Marquette General Hospital will now serve as a Valley Med Flight emergency transport location, providing U.P. residents with round the clock air ambulance service.

In life and death situations, every second counts.

Until now, emergency responders were at the mercy of the U.P.’s vast nature, rushing to remote locations as quickly as their vehicles could take them. But, Thursday marked a changing of the guard.

Anyone who has been involved in a traumatic accident knows that time is everything.  With 3% of the population of Michigan spread out across 16,000 plus square miles of wilderness, emergency responders have their work cut out for them.

EMT ground support now has help from above.

Marquette General Hospital will now serve as a Valley Med Flight emergency transport location, providing U.P. residents with around-the-clock air ambulance service.

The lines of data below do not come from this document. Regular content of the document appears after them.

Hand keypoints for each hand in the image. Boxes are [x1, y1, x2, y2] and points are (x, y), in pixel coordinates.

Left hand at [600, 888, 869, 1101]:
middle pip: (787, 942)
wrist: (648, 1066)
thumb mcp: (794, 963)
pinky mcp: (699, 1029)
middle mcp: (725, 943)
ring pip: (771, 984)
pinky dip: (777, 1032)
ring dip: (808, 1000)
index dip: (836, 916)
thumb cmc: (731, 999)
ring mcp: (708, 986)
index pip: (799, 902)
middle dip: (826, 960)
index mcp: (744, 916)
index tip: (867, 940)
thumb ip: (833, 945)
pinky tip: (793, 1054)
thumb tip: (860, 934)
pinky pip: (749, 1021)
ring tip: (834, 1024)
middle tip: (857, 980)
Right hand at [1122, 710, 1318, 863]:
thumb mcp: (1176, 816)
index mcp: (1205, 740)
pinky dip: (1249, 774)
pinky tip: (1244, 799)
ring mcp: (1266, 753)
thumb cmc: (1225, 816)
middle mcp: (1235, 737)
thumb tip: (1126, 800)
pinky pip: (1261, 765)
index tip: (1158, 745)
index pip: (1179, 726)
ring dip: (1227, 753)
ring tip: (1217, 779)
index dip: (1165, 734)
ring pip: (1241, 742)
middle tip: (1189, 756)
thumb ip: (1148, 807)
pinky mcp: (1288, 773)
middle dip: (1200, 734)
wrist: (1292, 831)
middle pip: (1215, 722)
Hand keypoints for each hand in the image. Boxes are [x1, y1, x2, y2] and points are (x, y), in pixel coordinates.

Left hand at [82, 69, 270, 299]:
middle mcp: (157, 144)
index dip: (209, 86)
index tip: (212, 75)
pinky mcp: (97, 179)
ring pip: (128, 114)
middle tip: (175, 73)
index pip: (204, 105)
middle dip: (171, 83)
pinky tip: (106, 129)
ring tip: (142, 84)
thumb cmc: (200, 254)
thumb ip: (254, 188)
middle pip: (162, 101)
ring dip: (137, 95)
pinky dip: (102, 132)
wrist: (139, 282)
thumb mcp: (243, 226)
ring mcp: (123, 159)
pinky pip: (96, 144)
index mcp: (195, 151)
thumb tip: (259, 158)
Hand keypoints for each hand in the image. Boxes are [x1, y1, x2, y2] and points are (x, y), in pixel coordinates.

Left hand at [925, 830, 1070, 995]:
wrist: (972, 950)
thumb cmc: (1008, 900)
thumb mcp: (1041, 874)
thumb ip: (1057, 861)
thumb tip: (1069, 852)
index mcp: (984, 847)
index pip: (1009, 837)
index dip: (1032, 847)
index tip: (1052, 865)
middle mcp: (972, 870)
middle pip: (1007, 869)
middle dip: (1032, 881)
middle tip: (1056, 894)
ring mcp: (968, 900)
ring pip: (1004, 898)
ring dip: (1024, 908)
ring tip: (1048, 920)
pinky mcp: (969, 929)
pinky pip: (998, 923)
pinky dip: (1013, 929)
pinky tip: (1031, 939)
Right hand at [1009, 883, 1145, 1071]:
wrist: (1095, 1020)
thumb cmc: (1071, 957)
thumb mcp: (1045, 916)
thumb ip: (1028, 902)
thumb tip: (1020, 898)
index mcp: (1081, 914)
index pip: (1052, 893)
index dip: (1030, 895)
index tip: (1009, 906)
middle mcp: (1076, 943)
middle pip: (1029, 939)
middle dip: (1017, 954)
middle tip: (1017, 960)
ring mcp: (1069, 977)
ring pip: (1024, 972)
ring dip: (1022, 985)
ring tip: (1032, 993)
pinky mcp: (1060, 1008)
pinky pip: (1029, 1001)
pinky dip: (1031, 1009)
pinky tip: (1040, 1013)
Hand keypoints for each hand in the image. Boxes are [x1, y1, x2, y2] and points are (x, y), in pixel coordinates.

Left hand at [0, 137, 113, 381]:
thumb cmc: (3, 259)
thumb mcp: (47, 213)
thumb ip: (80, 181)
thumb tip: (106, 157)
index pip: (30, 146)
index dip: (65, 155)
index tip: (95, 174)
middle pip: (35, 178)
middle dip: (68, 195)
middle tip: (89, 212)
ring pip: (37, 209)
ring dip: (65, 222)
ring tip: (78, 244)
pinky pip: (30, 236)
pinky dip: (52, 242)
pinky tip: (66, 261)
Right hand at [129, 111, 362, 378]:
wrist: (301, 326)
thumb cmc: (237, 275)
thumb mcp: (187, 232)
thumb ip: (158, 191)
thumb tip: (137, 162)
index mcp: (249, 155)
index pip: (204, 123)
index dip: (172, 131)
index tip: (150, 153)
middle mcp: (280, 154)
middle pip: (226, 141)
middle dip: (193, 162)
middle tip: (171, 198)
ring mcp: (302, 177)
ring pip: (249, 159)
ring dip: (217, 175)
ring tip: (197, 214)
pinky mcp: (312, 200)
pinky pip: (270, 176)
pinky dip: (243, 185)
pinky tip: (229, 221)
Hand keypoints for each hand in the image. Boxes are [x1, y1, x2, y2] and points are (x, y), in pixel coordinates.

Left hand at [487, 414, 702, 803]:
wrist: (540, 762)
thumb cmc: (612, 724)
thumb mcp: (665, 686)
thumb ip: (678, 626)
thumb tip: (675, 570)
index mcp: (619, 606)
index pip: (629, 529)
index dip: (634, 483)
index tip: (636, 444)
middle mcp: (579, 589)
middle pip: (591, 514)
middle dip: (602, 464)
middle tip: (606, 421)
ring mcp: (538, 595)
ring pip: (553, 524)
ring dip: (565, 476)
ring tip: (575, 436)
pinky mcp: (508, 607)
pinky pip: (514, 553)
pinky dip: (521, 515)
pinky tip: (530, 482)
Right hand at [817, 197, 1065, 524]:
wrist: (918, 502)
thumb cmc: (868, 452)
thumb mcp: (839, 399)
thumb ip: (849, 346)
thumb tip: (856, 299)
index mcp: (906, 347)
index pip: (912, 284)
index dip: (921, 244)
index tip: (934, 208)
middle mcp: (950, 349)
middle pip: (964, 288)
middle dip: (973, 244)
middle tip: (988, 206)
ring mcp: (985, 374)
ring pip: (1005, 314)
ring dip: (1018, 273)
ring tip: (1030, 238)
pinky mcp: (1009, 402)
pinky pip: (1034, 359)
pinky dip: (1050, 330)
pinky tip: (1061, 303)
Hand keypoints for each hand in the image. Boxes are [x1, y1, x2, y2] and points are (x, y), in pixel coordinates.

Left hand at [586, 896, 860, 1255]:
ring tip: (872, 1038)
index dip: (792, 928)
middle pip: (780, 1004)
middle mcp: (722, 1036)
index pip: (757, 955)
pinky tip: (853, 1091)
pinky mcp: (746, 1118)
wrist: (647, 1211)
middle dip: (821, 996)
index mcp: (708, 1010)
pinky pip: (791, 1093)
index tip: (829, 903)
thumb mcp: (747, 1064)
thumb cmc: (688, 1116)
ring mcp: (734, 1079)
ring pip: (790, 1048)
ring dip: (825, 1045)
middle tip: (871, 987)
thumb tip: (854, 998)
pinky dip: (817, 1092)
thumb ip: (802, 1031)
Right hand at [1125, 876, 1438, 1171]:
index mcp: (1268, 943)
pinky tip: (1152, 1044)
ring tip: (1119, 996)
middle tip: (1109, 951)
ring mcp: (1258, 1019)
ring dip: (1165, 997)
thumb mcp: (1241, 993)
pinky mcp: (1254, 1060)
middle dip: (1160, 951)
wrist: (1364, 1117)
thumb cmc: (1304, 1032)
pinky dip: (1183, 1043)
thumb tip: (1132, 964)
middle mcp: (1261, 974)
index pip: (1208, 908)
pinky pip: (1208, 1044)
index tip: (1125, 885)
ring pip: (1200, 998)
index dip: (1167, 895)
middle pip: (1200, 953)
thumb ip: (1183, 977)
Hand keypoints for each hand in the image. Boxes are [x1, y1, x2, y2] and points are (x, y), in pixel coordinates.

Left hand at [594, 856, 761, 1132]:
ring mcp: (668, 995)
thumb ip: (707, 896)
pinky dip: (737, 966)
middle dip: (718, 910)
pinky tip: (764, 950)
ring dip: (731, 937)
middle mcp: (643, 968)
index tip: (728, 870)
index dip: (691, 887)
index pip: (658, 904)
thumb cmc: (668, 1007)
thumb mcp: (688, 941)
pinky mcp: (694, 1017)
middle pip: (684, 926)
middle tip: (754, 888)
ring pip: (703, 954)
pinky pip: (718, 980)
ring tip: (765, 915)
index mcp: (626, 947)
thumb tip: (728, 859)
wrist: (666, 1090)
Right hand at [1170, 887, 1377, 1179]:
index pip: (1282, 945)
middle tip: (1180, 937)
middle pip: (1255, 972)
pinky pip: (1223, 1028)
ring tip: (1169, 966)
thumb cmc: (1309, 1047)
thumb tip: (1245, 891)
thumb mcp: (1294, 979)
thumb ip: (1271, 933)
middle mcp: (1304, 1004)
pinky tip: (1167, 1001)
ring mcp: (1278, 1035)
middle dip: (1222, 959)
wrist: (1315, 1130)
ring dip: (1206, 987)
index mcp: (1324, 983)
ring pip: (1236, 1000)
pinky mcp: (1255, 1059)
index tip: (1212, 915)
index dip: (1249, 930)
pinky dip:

“This is going to cut down on time, it’s going to save people who are having heart attacks, who have strokes… the time sensitive issues.  This helicopter will really allow them to get their needs met a lot sooner,” said VMF Service Director Jacob Keller.  “And, in medicine there’s a saying, ‘Time is tissue’, so the sooner we can get a patient to a higher level of care, the better they’ll do.”

“Right now, head injuries still come to Marquette General, it’s just that they come by ground transport, and so that may take hours,” trauma physician assistant Jodi McCollum said.  “From what I do in trauma, we have injuries that are really time sensitive, such as head injuries, and if you have a bad head injury with bleeding in the brain Marquette General is the only hospital in the Upper Peninsula with surgical coverage, so those types of injuries need to get the definitive care as quickly as possible because they’re very time sensitive and we have the neurosurgeons here that can take care of that.”

This chopper packs quite a punch when it comes to saving time.  Typically it churns out speeds of 135 mph, allowing the flight team to reach any point in the U.P. in under an hour.

On average, it takes an ambulance about an hour and 15 minutes to get from Escanaba to Marquette.  Compare that to a paltry 24 minutes via helicopter, which offers the same level of emergency care as a hospital with just slight increase in elevation.

“We do critical care medicine, so we’re doing what happens in the ICU in this little aircraft, so that’s kind of a learning curve for a lot of people as well,” flight paramedic Greg Baty said.  “Our medics bring a big block of emergency experience, our critical care nurses bring a big block of critical care experience, and then we put them in this helicopter and we kind of mesh all that.”

“One we get them out here we’ll get our nurses on the accident scenes and have them doing things medics do, we’ll get our medics in the ICU’s having them do things the nurses do so they end up being very well cross trained and being able to work together.  It’s a very amazing team that meshes well together.”

Trust is key. I had plenty of faith in our pilot when I stepped on board given his 16,000 plus hours of experience.  But, Baty cannot navigate the skies alone.

Rick in Helmet
ABC 10 / CW 5 News Director Rick Tarsitano gears up for a ride-along in MGH’s new emergency care chopper.

He depends on a second set of eyes to maneuver around power lines, cell towers, and whatever else may be in the way when heading to remote locations that would otherwise be helpless.

“When we get called, it’s when the smaller facilities who have amazing people with great providers, they just have their hands tied by their resources,” Baty said.  “They call us to move them to the next level, or when the ambulance crews have gotten to a point where they can’t do any more treatments or they’re too far away to do any more effective treatments, they call us.  So it’s kind of…it’s a neat feeling to know when we get called, it’s because they need the next step.  We’re that next step in the level of care that treatment chain, if you will.”

So for now, the Berry Events Center parking lot on NMU’s campus will help anchor that chain, connecting the hundreds of thousand of U.P. residents to MGH’s Level II Trauma Center a whole lot sooner.